Add Fiber-Rich Foods
Include a side of non-starchy vegetables like broccoli or green beans in your meal to slow digestion and reduce the rise in blood sugar.
Incorporate Healthy Fats
Add avocado slices to your burger for healthy fats that can help stabilize blood sugar levels.
Use a Lettuce Wrap
Replace the burger bun with large lettuce leaves to reduce carbohydrate intake.
Select Lean Protein
Choose a lean beef patty or consider alternatives like turkey or plant-based patties to decrease saturated fat and improve blood sugar response.

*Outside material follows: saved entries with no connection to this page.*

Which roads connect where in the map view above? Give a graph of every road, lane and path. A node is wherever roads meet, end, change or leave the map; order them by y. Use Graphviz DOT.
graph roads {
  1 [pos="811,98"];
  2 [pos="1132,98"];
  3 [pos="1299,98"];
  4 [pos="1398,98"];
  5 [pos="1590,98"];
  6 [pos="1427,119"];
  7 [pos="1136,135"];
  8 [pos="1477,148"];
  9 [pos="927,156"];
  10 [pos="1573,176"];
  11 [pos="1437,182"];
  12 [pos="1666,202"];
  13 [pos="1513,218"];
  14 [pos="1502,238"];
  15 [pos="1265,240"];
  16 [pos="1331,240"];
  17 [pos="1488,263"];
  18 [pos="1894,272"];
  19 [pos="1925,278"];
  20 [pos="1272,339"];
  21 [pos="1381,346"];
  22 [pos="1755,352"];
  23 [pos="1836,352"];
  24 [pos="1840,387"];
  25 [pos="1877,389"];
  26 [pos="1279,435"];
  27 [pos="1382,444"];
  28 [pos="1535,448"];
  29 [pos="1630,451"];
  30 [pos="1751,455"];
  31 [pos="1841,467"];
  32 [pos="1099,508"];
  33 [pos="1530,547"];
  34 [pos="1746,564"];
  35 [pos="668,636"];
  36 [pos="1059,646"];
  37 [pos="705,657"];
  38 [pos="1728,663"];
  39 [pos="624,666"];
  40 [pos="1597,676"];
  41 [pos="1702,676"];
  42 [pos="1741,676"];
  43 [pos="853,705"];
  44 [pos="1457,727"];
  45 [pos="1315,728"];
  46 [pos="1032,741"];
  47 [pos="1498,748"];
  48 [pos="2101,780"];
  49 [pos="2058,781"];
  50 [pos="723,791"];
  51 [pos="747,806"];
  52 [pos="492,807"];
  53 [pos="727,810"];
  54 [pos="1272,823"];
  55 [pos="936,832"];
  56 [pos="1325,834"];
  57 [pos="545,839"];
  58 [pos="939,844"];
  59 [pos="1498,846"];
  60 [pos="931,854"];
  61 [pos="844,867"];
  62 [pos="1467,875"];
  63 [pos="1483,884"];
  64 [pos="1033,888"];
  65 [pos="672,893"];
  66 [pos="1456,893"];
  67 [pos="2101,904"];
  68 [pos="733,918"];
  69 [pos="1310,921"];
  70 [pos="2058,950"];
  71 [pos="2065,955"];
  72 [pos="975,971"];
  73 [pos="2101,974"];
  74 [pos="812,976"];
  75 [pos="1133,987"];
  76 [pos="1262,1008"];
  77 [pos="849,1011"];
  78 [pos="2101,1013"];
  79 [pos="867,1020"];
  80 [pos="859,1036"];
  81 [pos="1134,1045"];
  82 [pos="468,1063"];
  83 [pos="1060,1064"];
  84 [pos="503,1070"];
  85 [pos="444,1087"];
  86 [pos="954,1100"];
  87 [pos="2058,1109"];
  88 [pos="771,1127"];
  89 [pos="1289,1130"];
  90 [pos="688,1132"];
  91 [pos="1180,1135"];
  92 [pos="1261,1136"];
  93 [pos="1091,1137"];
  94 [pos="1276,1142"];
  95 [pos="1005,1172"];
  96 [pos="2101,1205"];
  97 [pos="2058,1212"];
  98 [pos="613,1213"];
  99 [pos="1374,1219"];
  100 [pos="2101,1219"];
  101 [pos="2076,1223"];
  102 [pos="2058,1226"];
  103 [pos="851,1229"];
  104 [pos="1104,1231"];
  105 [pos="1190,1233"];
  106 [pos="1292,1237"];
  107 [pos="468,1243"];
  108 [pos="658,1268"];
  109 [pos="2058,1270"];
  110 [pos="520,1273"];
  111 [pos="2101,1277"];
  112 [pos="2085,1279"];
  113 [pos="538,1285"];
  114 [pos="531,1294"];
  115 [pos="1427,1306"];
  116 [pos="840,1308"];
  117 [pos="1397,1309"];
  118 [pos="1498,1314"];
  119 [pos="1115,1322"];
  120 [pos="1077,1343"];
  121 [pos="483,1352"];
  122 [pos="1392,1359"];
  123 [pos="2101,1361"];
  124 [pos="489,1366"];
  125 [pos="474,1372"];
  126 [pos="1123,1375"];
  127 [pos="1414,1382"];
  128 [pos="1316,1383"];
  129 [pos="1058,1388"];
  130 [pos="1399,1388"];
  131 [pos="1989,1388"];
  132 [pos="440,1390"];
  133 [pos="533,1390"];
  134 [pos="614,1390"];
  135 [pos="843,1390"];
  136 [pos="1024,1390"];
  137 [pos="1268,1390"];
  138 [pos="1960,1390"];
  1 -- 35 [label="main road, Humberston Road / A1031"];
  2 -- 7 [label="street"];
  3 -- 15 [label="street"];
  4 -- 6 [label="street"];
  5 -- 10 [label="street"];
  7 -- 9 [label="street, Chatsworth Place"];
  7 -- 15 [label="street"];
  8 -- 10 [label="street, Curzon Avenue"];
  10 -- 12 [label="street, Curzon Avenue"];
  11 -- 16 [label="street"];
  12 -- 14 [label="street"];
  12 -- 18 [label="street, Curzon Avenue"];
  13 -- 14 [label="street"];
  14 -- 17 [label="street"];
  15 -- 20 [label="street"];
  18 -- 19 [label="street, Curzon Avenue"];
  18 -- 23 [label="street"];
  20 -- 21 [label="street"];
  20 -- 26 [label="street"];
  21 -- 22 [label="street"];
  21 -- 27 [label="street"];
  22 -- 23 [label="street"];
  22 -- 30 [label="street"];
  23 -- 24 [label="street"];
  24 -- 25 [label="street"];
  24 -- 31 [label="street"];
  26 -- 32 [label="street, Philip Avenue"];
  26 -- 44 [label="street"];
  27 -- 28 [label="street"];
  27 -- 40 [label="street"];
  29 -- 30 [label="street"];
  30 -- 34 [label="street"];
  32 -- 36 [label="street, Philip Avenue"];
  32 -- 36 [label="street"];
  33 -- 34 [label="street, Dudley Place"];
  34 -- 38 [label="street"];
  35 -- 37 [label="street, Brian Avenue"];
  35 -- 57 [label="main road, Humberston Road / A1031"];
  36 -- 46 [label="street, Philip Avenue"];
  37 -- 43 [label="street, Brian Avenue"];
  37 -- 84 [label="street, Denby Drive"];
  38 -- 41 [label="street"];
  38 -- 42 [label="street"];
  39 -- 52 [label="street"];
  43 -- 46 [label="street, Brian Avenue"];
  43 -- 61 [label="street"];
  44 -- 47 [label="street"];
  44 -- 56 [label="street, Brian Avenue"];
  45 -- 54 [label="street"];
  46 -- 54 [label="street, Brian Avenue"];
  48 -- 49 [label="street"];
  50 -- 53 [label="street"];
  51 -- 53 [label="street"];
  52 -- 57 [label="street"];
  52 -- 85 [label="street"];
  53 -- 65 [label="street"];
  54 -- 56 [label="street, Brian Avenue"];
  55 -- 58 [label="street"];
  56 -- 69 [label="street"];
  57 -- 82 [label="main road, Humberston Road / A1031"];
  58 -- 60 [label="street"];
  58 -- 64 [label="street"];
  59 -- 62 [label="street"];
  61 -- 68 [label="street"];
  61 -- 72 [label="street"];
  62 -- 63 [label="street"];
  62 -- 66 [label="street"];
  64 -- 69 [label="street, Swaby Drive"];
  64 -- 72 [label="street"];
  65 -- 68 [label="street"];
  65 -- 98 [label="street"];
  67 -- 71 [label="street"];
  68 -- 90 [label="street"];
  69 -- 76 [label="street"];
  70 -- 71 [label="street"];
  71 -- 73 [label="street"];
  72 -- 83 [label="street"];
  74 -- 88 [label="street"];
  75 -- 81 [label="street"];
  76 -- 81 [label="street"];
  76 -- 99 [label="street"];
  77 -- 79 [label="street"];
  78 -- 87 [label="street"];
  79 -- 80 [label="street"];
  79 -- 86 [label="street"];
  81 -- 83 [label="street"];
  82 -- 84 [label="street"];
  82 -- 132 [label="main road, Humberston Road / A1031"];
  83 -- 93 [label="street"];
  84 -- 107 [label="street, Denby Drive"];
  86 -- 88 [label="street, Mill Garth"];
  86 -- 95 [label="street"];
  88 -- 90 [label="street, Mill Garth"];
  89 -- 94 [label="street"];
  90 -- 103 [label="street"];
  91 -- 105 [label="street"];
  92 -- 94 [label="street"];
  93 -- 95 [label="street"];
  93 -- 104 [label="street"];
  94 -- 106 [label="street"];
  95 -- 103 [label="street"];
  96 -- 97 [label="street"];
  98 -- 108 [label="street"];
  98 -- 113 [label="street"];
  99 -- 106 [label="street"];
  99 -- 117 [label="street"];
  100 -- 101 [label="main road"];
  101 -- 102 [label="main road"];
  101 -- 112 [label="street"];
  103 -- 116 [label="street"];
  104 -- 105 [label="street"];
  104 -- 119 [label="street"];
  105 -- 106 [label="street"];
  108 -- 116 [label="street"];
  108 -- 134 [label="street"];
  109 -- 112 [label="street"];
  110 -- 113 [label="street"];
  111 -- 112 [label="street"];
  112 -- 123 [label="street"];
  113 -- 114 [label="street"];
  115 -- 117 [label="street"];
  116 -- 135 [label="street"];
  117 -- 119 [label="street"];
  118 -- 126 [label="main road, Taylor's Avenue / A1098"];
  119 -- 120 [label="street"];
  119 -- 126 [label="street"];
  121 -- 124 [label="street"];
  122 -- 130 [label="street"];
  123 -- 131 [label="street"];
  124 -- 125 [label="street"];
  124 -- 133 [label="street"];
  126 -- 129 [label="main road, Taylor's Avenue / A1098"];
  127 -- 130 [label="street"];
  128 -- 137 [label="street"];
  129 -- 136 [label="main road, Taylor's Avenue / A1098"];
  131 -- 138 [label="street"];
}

Opt for Low-Sugar Dressings
Use mustard or a homemade vinaigrette with vinegar and olive oil instead of mayonnaise or creamy dressings.
Limit Beer Consumption
Consider having a smaller serving of beer or choose light beer options that are lower in carbohydrates.
Include Nuts as a Side
Have a small handful of almonds or walnuts as a side dish to add protein and healthy fats, which can help stabilize blood sugar levels.
Monitor Portion Sizes
Be mindful of the size of your meal to avoid excessive carbohydrate intake, which can lead to higher glucose spikes.
Stay Hydrated
Drink plenty of water with your meal, as proper hydration can aid in optimal digestion and metabolic processes.